WHAT THIS TASK INVOLVES » Scan the records below for the line with "context.lineTo(860, 806);" and the line with "context.strokeStyle = 'rgba(0, 0, 0, 0.05)';". Repeat those two lines and every line between them exactly, and nothing else.
----- RECORDS FOR THIS TASK -----
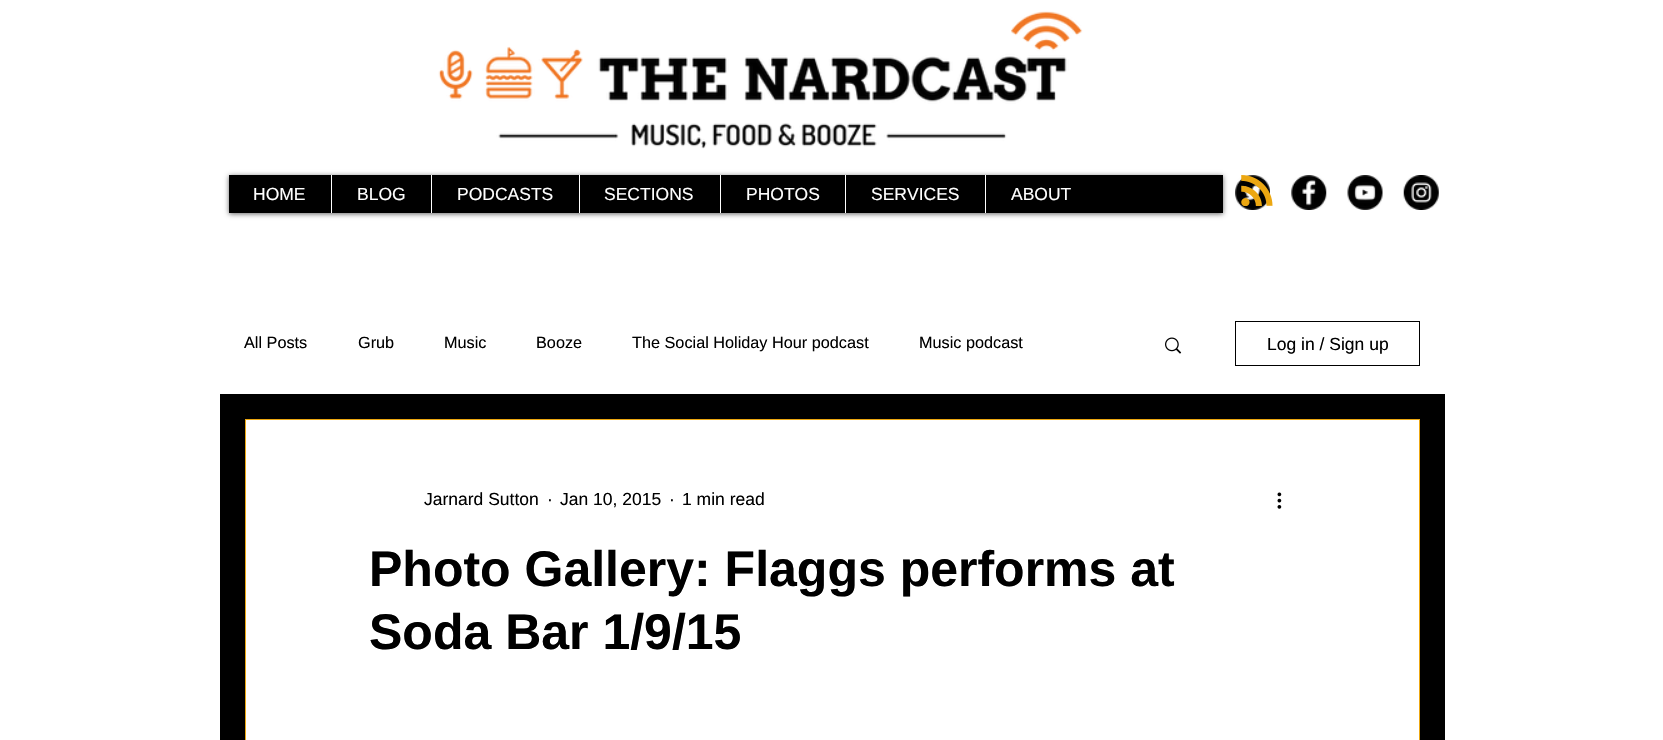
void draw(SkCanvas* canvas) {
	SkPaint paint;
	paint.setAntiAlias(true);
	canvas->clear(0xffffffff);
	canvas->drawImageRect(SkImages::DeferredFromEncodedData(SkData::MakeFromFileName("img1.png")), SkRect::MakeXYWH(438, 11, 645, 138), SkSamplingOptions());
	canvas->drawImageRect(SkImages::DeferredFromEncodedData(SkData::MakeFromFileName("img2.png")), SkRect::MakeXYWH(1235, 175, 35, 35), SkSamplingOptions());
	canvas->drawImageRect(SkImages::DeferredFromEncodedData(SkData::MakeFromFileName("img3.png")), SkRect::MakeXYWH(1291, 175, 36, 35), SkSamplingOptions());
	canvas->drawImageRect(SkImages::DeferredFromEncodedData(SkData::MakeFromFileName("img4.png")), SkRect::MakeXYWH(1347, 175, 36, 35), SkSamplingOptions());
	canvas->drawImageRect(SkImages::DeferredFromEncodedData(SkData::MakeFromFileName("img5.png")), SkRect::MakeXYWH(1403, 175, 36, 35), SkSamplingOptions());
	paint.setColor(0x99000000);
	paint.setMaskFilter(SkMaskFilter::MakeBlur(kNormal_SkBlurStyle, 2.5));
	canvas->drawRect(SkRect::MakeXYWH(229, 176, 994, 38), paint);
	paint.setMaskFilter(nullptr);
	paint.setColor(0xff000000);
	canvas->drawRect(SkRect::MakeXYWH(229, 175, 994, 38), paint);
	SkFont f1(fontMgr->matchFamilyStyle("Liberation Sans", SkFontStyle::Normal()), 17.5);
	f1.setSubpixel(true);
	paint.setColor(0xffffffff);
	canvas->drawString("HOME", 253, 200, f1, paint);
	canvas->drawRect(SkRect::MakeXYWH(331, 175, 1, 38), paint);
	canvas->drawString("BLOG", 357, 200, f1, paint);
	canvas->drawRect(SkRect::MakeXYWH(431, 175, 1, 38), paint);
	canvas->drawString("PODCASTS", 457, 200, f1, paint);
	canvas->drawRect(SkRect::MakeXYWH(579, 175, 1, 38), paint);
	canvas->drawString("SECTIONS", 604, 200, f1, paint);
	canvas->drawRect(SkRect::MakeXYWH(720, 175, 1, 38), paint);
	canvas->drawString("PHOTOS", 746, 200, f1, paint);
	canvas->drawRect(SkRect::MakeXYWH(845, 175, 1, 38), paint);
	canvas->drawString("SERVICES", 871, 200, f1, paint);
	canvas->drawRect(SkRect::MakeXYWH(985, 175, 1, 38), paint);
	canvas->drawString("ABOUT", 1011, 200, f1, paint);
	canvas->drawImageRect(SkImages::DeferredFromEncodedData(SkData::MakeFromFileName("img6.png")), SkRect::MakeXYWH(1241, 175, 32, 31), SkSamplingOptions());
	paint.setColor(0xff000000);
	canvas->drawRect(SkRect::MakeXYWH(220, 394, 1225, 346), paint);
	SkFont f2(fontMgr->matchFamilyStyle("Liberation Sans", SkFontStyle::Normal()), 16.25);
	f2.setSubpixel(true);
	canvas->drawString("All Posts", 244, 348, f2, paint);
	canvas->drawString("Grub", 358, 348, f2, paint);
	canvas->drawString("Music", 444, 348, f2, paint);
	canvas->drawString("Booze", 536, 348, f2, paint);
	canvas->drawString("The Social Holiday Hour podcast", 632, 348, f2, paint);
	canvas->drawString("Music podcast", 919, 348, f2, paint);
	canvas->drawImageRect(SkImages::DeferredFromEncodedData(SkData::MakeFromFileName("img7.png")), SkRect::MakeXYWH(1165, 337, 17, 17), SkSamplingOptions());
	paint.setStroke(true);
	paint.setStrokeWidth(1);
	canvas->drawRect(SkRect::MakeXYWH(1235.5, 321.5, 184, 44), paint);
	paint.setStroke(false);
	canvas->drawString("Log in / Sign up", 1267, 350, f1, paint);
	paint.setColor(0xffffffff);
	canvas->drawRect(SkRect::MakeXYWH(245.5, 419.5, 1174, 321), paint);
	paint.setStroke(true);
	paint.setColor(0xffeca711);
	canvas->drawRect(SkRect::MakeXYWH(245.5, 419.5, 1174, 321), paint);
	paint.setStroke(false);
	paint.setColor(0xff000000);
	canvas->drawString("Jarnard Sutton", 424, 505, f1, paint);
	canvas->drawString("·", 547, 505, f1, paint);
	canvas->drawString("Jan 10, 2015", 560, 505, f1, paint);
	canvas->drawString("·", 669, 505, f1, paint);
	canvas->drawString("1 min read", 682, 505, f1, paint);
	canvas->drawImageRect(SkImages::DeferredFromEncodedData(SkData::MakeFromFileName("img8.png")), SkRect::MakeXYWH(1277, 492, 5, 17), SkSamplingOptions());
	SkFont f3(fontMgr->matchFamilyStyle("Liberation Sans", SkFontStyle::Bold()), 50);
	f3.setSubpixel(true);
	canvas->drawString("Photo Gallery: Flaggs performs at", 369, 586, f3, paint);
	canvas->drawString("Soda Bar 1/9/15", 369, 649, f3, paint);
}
-----
----- RECORDS FOR THIS TASK -----
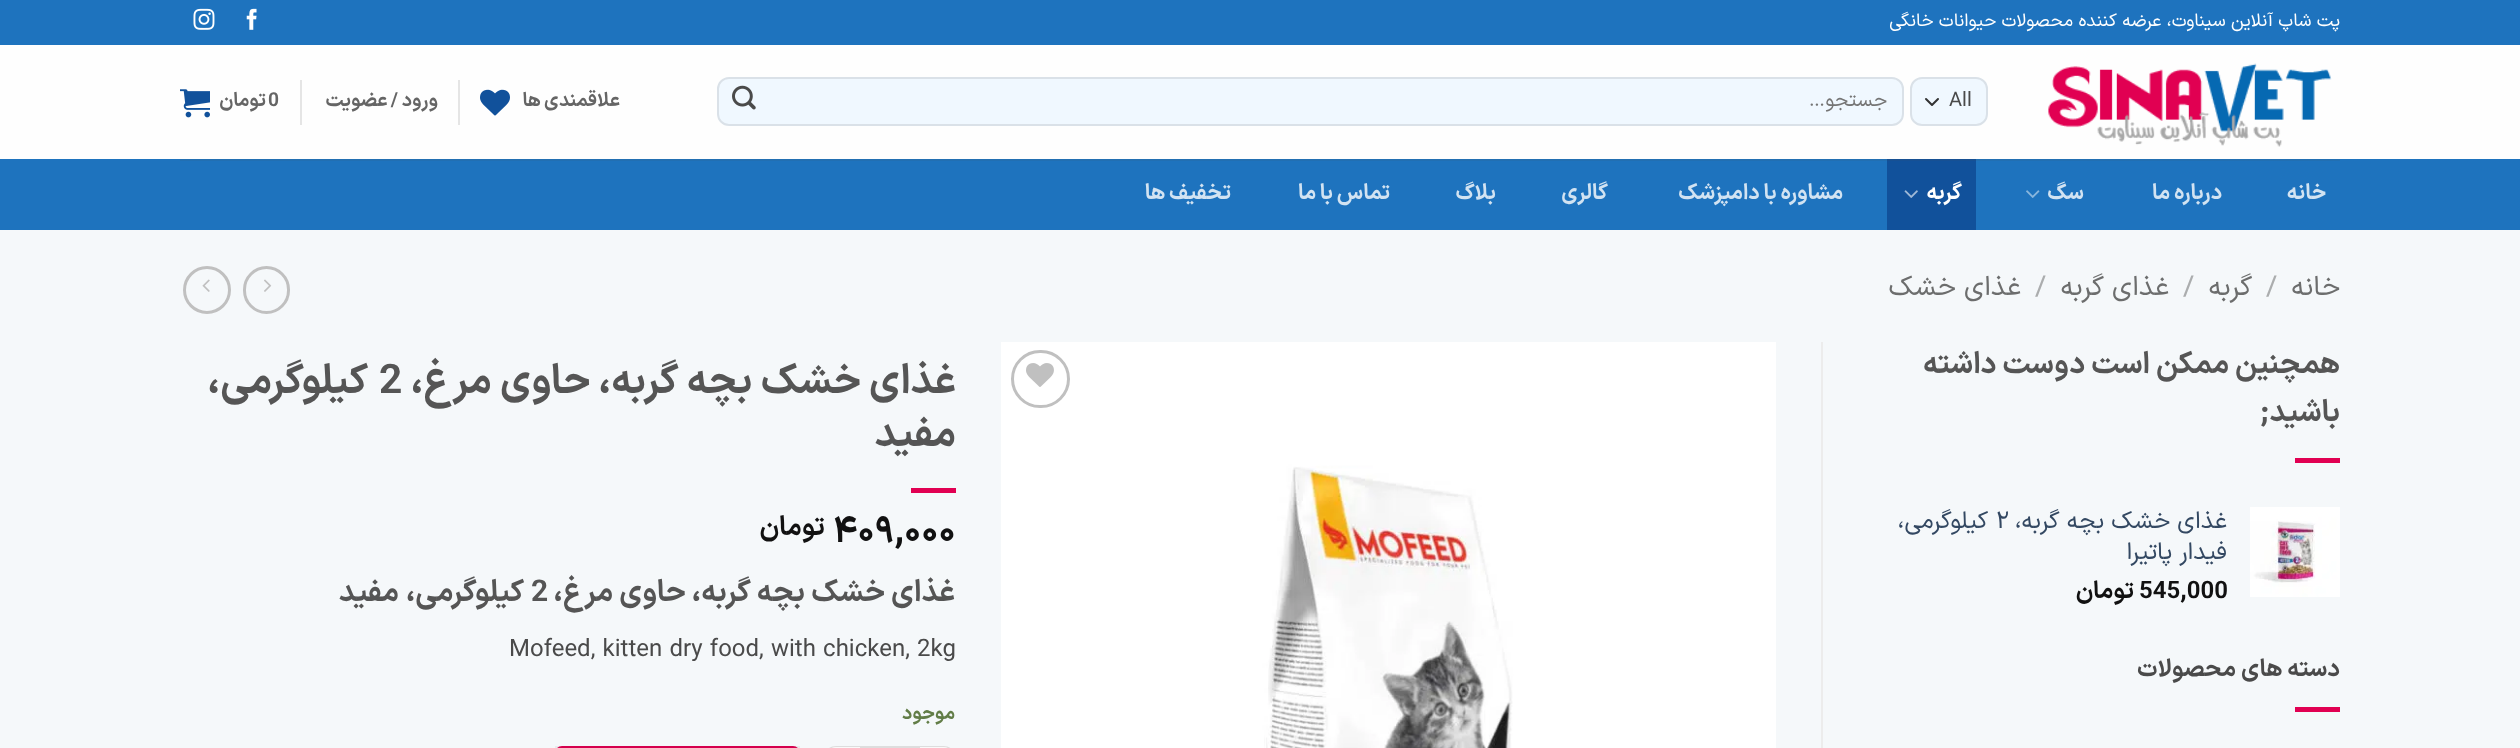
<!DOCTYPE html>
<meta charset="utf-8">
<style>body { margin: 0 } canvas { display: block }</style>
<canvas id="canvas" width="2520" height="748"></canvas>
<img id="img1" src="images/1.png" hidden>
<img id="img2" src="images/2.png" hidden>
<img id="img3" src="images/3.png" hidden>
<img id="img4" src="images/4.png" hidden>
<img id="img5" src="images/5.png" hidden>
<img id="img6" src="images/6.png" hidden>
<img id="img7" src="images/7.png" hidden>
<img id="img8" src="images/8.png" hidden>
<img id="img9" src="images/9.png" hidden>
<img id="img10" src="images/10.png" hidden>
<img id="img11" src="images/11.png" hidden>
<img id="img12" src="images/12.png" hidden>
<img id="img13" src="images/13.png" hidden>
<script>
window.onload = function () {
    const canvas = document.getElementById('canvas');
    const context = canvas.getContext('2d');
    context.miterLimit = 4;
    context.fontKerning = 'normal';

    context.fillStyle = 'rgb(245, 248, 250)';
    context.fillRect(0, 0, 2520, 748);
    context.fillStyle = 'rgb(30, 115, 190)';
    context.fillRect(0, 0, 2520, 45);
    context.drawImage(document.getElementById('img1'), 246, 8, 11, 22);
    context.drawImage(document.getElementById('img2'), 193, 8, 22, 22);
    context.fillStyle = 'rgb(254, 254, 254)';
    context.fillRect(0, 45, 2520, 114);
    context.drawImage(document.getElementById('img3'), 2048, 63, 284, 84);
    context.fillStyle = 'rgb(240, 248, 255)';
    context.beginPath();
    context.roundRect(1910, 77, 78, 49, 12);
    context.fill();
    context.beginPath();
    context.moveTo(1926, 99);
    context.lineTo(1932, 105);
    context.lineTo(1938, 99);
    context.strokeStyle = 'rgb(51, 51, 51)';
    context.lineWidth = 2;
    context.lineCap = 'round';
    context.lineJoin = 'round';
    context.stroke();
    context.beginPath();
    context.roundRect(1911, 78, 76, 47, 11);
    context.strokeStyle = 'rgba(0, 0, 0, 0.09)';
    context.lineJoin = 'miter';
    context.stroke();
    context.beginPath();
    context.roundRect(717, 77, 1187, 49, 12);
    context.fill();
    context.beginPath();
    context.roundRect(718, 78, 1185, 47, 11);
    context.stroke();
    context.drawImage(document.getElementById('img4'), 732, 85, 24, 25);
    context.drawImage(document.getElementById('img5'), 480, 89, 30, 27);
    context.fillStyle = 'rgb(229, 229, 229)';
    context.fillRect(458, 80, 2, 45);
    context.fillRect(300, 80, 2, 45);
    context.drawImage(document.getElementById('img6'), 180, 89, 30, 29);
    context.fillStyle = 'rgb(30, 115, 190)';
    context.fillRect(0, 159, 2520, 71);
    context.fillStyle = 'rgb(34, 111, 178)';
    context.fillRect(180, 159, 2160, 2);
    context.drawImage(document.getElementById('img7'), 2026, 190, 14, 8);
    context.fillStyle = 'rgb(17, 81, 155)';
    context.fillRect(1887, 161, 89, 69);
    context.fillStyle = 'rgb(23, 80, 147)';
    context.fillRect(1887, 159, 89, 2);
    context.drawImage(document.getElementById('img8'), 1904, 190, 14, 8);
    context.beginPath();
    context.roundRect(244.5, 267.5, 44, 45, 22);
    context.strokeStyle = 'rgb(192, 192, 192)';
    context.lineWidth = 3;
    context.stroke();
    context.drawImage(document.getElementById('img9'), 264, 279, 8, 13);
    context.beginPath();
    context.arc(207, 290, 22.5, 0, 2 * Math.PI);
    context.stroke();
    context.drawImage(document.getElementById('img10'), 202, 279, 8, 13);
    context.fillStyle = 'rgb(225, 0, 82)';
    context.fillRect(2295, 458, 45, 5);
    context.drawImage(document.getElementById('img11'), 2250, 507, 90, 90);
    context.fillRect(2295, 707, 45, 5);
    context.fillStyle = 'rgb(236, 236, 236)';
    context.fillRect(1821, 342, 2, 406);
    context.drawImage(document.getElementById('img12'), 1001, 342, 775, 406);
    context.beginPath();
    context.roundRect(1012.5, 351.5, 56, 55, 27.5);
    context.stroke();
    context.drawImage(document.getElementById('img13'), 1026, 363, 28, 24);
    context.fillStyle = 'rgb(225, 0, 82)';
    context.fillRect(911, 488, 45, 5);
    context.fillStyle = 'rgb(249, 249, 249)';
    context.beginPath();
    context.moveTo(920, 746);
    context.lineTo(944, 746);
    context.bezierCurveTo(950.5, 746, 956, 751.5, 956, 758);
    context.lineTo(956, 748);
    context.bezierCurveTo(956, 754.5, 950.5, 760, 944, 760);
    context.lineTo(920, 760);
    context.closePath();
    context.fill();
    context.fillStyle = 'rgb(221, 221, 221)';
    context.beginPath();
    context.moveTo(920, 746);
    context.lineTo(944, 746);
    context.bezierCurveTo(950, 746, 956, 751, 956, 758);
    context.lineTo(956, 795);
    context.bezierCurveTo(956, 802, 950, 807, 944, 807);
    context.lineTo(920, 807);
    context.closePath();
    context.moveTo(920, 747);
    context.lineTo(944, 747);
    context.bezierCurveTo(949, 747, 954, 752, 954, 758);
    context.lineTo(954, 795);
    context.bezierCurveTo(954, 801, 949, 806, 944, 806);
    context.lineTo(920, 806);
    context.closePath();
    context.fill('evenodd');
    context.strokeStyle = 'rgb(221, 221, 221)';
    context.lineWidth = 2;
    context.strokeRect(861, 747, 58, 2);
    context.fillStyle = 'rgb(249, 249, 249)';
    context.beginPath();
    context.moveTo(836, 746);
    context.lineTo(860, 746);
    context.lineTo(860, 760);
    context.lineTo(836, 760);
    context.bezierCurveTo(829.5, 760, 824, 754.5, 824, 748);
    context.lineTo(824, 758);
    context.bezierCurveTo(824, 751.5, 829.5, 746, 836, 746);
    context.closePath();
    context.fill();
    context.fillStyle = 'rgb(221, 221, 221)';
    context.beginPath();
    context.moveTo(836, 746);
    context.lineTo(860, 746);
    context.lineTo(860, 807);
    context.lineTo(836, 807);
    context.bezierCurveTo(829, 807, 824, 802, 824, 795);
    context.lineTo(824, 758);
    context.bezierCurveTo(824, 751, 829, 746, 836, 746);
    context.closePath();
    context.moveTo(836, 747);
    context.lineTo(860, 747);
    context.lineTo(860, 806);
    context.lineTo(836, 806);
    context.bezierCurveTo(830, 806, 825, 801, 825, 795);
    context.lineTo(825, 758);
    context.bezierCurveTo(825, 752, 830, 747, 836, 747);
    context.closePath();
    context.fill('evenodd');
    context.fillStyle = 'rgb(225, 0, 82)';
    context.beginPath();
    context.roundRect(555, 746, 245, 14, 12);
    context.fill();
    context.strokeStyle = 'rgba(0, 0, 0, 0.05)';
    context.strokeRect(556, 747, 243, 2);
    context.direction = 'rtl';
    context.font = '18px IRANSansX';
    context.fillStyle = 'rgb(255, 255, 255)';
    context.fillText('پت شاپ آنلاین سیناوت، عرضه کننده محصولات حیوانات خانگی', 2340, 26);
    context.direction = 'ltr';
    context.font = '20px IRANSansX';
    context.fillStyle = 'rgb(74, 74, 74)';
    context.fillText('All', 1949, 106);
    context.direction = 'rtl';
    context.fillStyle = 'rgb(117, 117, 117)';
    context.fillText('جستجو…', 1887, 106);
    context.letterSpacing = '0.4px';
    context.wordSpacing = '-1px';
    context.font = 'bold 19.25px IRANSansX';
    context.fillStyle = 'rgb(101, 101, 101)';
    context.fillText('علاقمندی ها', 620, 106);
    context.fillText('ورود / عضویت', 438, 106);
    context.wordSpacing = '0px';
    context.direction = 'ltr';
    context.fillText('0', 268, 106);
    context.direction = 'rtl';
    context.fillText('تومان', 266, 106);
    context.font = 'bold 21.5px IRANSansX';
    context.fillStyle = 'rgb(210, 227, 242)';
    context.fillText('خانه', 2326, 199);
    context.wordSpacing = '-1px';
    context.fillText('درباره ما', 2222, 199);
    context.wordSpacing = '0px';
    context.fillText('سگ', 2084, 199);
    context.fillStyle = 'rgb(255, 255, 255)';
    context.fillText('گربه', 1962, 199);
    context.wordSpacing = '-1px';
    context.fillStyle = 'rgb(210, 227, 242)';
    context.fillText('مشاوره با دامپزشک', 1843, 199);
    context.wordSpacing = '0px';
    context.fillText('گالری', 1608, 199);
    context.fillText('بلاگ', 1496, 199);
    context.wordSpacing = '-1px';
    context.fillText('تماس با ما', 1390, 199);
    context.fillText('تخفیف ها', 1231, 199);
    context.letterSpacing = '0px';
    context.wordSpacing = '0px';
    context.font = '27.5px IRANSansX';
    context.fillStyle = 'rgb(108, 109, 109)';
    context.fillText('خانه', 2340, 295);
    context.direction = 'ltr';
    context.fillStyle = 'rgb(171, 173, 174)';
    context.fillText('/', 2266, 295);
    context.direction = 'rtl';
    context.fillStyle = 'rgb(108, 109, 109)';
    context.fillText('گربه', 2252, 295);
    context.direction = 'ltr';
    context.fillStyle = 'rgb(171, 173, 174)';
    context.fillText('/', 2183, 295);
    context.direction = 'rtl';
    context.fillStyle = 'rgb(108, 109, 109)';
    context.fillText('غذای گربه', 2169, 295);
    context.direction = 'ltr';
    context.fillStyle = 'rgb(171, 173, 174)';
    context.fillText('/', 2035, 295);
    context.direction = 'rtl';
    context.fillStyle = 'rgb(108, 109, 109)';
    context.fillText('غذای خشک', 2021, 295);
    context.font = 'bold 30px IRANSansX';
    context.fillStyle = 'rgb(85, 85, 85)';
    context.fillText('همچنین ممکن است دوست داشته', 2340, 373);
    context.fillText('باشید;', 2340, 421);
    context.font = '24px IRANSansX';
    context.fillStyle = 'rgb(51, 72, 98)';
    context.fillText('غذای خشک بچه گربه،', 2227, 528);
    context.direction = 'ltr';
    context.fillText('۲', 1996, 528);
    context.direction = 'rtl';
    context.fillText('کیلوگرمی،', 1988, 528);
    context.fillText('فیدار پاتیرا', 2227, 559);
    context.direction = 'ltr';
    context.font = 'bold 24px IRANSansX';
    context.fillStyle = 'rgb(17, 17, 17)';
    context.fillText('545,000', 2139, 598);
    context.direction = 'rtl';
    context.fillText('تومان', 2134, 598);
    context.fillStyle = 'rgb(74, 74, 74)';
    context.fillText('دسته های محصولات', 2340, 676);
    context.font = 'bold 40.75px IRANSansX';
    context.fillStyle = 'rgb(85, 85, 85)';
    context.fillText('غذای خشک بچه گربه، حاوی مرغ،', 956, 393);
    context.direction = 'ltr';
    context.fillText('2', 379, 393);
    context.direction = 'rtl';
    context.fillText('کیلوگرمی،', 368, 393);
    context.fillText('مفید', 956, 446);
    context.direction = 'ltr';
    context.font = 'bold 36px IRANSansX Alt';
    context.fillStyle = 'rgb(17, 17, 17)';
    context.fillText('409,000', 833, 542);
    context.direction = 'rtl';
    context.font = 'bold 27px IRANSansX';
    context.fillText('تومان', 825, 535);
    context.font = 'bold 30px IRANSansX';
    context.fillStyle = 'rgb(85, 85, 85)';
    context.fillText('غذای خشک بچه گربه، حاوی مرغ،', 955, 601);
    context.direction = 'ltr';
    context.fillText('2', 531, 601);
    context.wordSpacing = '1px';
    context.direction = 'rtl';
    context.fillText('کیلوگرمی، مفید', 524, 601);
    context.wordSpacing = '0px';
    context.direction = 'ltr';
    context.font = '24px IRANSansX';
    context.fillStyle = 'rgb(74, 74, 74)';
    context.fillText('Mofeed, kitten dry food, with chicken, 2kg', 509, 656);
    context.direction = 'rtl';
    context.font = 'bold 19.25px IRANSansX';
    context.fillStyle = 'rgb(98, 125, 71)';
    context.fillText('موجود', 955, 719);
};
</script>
-----
RESULT OF THE EXERCISE »
    context.lineTo(860, 806);
    context.lineTo(836, 806);
    context.bezierCurveTo(830, 806, 825, 801, 825, 795);
    context.lineTo(825, 758);
    context.bezierCurveTo(825, 752, 830, 747, 836, 747);
    context.closePath();
    context.fill('evenodd');
    context.fillStyle = 'rgb(225, 0, 82)';
    context.beginPath();
    context.roundRect(555, 746, 245, 14, 12);
    context.fill();
    context.strokeStyle = 'rgba(0, 0, 0, 0.05)';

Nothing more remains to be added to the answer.